Under the comprehensive evaluation criteria, the average APE of Se-LOAM is 0.34 m, and the RPE is 0.02 m, which is more accurate than other methods. In addition, because of the extraction of trunk features, our method has better construction efficiency and consumes less memory.

6. Conclusions

In addition to the instability of the environment in rubber plantations, simultaneous localization and mapping face great challenges. Accurate mapping is significant for rubber-tapping robots to stop operating and divert in time. Aiming at the limitations of the classic slam algorithm, this paper increases a semantic segmentation network model to the front end of the structure of LOAM for extracting meaningful trunk features. This method reduces the redundant noise and improves the robustness of the system. This semantic model is combined with a Viterbi algorithm-based method to extract each rubber tree instance and associated attributes, such as radius and center coordinates. The standardized model of trees is used to estimate the sensor position and pose transformation. The experimental results show that the Se-LOAM system can construct a clear map with landmarks and measure the DBH with an average error of 0.57 cm, which meets the criterion of agriculture. Mapping an environment of about 500 ${\mathrm{m}}^2$, the running time of lidar odometry is 5.6 ms, and the running time of lidar mapping is 94.7 ms, which is 50% less than LeGO-LOAM. The memory consumption is only 401.4 KB, about 10% less than LOAM and LeGO-LOAM.
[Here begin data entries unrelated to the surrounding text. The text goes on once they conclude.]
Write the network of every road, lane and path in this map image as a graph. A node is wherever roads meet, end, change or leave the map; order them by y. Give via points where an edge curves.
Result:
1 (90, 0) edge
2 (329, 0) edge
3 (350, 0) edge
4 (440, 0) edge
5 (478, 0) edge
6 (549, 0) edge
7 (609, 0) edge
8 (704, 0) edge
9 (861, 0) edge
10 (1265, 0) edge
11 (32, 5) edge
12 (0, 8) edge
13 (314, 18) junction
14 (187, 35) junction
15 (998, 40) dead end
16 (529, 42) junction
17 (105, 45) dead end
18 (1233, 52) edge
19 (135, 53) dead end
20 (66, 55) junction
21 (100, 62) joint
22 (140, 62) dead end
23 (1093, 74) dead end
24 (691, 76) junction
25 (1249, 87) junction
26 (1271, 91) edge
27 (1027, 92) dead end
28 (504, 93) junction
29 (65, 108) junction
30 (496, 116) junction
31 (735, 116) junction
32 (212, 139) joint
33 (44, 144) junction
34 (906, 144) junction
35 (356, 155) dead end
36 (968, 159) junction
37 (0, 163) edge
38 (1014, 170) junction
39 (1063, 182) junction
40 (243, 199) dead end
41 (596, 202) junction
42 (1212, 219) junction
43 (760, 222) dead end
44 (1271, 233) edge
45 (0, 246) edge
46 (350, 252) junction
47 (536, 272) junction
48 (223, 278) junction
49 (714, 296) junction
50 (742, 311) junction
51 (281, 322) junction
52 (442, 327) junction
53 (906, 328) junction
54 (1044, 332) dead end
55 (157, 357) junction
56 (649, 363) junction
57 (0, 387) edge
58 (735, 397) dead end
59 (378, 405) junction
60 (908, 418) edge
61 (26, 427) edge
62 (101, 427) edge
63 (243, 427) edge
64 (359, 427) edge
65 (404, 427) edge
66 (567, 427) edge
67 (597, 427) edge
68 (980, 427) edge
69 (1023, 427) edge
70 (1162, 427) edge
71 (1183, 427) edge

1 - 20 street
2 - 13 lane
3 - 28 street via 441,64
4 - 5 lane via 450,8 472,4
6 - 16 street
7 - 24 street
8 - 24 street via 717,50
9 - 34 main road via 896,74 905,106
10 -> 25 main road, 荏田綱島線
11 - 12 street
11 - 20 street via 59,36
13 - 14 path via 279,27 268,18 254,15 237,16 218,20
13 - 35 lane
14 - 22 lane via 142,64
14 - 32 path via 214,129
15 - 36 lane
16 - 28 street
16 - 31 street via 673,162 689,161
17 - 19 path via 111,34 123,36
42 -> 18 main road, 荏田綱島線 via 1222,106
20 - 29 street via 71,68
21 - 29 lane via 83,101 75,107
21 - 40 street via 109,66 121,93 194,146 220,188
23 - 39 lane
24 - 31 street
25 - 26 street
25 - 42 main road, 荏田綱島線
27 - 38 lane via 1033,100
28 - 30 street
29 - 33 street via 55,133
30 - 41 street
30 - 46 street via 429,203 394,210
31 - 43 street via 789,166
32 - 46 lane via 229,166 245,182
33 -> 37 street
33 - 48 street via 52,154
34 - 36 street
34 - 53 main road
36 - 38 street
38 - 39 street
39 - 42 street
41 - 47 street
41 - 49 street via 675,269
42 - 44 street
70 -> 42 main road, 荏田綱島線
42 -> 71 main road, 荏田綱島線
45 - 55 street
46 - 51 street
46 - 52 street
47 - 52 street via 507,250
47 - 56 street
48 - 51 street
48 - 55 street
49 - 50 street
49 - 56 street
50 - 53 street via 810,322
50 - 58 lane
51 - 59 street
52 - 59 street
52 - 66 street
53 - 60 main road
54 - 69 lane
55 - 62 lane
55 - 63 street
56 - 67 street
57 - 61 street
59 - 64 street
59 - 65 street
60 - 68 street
In conclusion, the performance of the optimized Se-LOAM system has faster running speed, less memory consumption, and better mapping performance compared with the other two classical slam algorithms. A semantic segmentation model with geometry-based feature association is the key to achieving accurate and large scene mapping in challenging rubber plantations. Future research will focus on the following areas: (1) This paper currently outputs the fitted cylinder radius of trunk feature point clouds, so DBH may cause some errors. By using sensor pose transformation later, the system could try to output the perimeter of trees at the height of 1.3 m directly; (2) With the development of research in the semantic segmentation network area, lightweight networks with higher performance can be selected to improve the accuracy of feature detection; (3) The multi-sensor fusion (lidar and vision) SLAM system can be combined with the semantic segmentation network and feature matching algorithm in this paper to improve the adaptability of the system to varied and complex working conditions.